Don’t get me wrong here. I’m not saying to spend a lot on this first date. Spending too much while dating someone can set a very dangerous precedent for the future of the relationship. Just like there are many women who like frugal, there are many others looking for a male meal ticket. Don’t do the opposite here and set yourself up for a financial heartbreak by trying to impress some chick with a fancy experience and expensive gifts. Unless of course you are a baller and that’s how you roll. 

For this first date, pick a place that is moderately priced for who you are and your income level and then be cool with whatever she orders. If she picks a place and it’s more expensive than what you are accustomed to, then decide whether you want to go or not as she may have a higher lifestyle than you have and you don’t want that. If you choose to go anyway, then man up and don’t be cheap.

10 Be a man – Think I’m being Captain Obvious again? I’m not. Guys make this mistake all the time. Do the simple things like opening the door for her (maybe) and letting her go in first(definitely). Wait for her to sit before you do. Try not to be as sensitive as her and by all means, pick up the fucking check! Maybe you are broke. Tough shit. Pay for everything on this first date.

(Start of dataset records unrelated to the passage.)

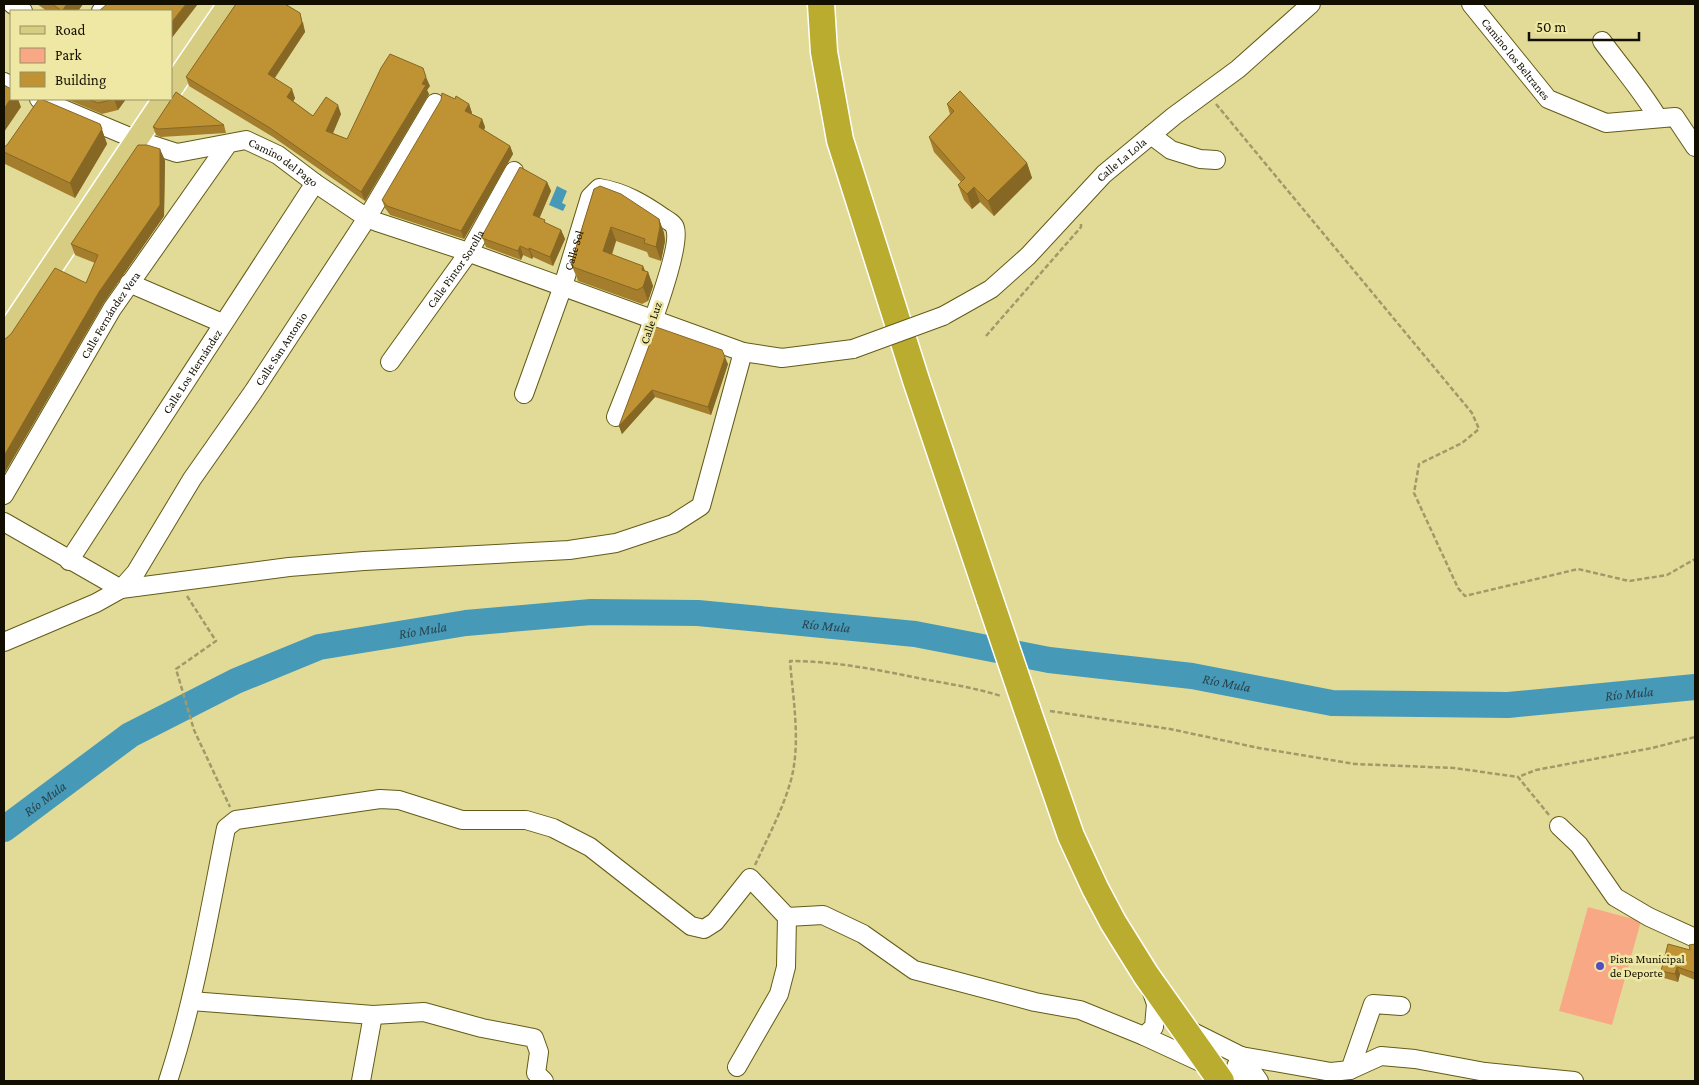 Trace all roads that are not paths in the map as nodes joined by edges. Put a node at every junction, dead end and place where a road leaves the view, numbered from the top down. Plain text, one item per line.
1 (229, 4) edge
2 (821, 4) edge
3 (1471, 4) edge
4 (1305, 6) edge
5 (1602, 41) dead end
6 (172, 88) edge
7 (40, 100) edge
8 (43, 100) edge
9 (163, 100) edge
10 (435, 103) dead end
11 (31, 115) edge
12 (1658, 118) junction
13 (1151, 135) junction
14 (137, 140) junction
15 (228, 144) junction
16 (1695, 148) edge
17 (1216, 160) dead end
18 (514, 171) dead end
19 (315, 183) junction
20 (372, 220) junction
21 (675, 226) joint
22 (469, 252) junction
23 (129, 283) junction
24 (563, 286) junction
25 (654, 319) junction
26 (222, 323) junction
27 (4, 338) edge
28 (743, 352) junction
29 (390, 362) dead end
30 (524, 394) dead end
31 (616, 417) dead end
32 (4, 495) edge
33 (4, 522) edge
34 (69, 561) junction
35 (121, 589) junction
36 (4, 642) edge
37 (1559, 826) road end
38 (786, 917) junction
39 (1695, 938) edge
40 (1146, 975) junction
41 (191, 1001) junction
42 (1401, 1006) dead end
43 (373, 1015) junction
44 (1182, 1027) junction
45 (1144, 1036) junction
46 (1241, 1056) junction
47 (737, 1067) dead end
48 (1350, 1070) junction
49 (1215, 1074) edge
50 (168, 1081) edge
51 (362, 1081) edge
52 (544, 1081) edge
53 (1239, 1081) edge
54 (1259, 1081) edge
55 (1574, 1081) edge

1 - 6 main road
2 - 40 highway, bridge
3 - 12 street, Camino los Beltranes
4 - 13 street, Calle La Lola
5 - 12 street
7 - 11 street
8 - 14 street, Camino del Pago
9 - 14 main road
10 - 20 street, Calle San Antonio
12 - 16 street, Camino los Beltranes
13 - 17 street
13 - 28 street, Calle La Lola, bridge
14 - 15 street, Camino del Pago
14 - 27 main road
15 - 19 street, Camino del Pago
15 - 23 street, Calle Fernández Vera
18 - 22 street, Calle Pintor Sorolla
19 - 20 street, Camino del Pago
19 - 26 street, Calle Los Hernández
20 - 22 street, Camino del Pago
20 - 35 street, Calle San Antonio
21 - 24 street, Calle Sol
21 - 25 street, Calle Luz
22 - 24 street, Camino del Pago
22 - 29 street, Calle Pintor Sorolla
23 - 26 street
23 - 32 street, Calle Fernández Vera
24 - 25 street, Camino del Pago
24 - 30 street, Calle Sol
25 - 28 street, Calle La Lola
25 - 31 street, Calle Luz
26 - 34 street, Calle Los Hernández
28 - 35 street
33 - 34 street
34 - 35 street
35 - 36 street
37 - 39 street
38 - 41 street
38 - 45 street
38 - 47 street
40 - 44 highway
40 - 45 street
41 - 43 street
41 - 50 street
42 - 48 street
43 - 51 street
43 - 52 street
44 - 46 street
44 - 49 highway
45 - 49 street
46 - 48 street
46 - 53 street
46 - 54 street
48 - 55 street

Note: I have noticed that some guys of younger generations are ok and even expectant for the girl to pick up the check. Some guys think it’s best and fair for both parties to split the cost of the date. If this is you, then that is ok. Be you if that works and is who you are. Just know that allowing or expecting a female to pick up the check is not at all manly. 

Depending on the woman your on a date with, you may not have to act much like a man and she will be ok with it. But this first date is more about you and not her. If you weren’t as much of a man to your ex-wife, then now is the time and chance to start being more of a man. So quite justifying acting like a girl. Man the fuck up and pick up the fucking check.

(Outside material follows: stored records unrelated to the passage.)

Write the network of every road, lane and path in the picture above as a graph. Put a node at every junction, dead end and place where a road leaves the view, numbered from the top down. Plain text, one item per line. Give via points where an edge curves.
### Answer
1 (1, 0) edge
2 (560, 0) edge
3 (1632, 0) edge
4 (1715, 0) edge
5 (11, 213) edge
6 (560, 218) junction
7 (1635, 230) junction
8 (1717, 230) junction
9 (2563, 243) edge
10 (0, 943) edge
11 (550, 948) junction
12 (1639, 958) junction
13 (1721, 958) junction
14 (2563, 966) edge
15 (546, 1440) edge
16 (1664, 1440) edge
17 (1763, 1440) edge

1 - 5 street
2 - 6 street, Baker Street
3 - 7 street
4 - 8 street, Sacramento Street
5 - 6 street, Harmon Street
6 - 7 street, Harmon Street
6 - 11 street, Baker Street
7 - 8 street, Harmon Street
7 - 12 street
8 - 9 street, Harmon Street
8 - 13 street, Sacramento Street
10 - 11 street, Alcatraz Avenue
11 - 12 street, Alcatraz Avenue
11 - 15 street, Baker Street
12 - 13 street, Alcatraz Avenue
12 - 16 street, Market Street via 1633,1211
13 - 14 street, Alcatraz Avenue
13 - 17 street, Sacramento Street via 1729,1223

11 Have an alcoholic beverage or two. But that’s it – Don’t get me wrong. I think alcohol can be very important during the courting process, especially if you’re wanting to have some sex. This is your very first date after divorce, though, so don’t get drunk. Again, the goal here is only to NOT MAKE MISTAKES. If things go well here, the second date may have a lot of alcohol and a lot of sex. You may never get there, though, if you fuck it up in the beginning.

The date may go south for one reason or another. When it does, you may say “fuck it” and start drinking heavily. I don’t recommend this. Sure, the date didn’t work out, but you are in learning mode here. Be cool and respectful and end the date instead. If you still want to, go somewhere else and get hammered if you like. Just don’t do it on this date.

ON THIS FIRST DATE, BE YOUR BETTER SELF

It’s not a mystery to any of us. We know how to act as our better selves. Most of us just choose not to act as well as we can because its work and we are lazy. This article gave a good amount of specific direction and suggestions. In the end though, you only have to be your better self on this date. Success is rarely a mistake or from luck. If you want to succeed at being single, you’re gonna have to work for it. And this first date is where the work begins.

If you are reading this and about to take your first date, I am truly excited for you. I was there once, as were millions of other guys. I’m also nervous for you, but you’ll figure it out and eventually be back to hitting triples and home runs with the bases loaded if that’s your thing. Good Luck!